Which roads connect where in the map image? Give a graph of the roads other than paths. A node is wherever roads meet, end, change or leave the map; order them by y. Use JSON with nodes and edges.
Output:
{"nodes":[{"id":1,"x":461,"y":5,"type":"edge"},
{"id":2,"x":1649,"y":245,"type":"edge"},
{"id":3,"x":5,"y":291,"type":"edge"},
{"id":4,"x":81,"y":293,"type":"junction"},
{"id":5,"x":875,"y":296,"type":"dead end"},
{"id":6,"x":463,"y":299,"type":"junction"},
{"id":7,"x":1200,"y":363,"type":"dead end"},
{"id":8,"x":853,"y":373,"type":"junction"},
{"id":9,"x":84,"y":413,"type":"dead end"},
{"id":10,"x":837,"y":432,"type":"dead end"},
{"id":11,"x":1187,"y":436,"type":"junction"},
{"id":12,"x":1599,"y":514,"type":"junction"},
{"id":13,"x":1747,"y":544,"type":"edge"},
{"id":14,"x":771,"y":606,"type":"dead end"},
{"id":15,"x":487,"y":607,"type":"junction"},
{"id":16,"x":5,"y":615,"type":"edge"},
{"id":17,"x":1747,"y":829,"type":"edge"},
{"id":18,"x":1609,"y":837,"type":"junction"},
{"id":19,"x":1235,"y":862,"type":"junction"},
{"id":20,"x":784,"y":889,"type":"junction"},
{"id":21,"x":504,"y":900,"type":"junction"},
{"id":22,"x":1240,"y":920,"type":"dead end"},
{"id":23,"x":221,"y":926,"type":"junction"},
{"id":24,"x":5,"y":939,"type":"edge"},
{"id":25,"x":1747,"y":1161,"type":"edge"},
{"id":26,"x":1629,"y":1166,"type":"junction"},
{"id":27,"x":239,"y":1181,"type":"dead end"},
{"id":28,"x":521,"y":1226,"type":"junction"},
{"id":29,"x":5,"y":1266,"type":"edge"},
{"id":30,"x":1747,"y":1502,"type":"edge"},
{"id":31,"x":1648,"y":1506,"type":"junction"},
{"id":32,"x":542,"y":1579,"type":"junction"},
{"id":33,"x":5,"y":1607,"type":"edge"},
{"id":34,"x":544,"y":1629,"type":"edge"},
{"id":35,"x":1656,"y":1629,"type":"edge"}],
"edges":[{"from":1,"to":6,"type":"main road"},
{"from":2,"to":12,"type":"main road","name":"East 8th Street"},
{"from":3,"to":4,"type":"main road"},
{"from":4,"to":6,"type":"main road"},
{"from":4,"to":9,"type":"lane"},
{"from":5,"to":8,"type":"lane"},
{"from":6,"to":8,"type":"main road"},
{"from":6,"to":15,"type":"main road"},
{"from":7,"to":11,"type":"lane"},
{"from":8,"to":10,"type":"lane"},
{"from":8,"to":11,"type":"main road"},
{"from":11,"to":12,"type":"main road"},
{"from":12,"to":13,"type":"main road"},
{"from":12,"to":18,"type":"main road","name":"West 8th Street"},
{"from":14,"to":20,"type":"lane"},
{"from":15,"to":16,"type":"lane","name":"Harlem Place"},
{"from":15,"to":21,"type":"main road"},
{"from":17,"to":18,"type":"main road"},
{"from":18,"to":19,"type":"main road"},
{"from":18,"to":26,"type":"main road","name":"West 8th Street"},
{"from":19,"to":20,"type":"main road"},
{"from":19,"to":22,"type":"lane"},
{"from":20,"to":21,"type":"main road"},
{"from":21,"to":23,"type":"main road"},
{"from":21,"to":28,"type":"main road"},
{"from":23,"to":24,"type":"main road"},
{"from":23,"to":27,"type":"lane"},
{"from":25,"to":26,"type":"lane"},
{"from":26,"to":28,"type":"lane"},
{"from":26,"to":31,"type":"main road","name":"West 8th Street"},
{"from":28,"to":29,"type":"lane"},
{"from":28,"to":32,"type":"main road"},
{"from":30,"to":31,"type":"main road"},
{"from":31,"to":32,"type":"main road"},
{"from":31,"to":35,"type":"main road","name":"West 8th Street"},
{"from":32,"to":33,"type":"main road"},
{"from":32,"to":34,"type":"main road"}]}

___

Exercise aim: In how many lines of the data does the string "name" appear? Only the number should be given.

Reply: 6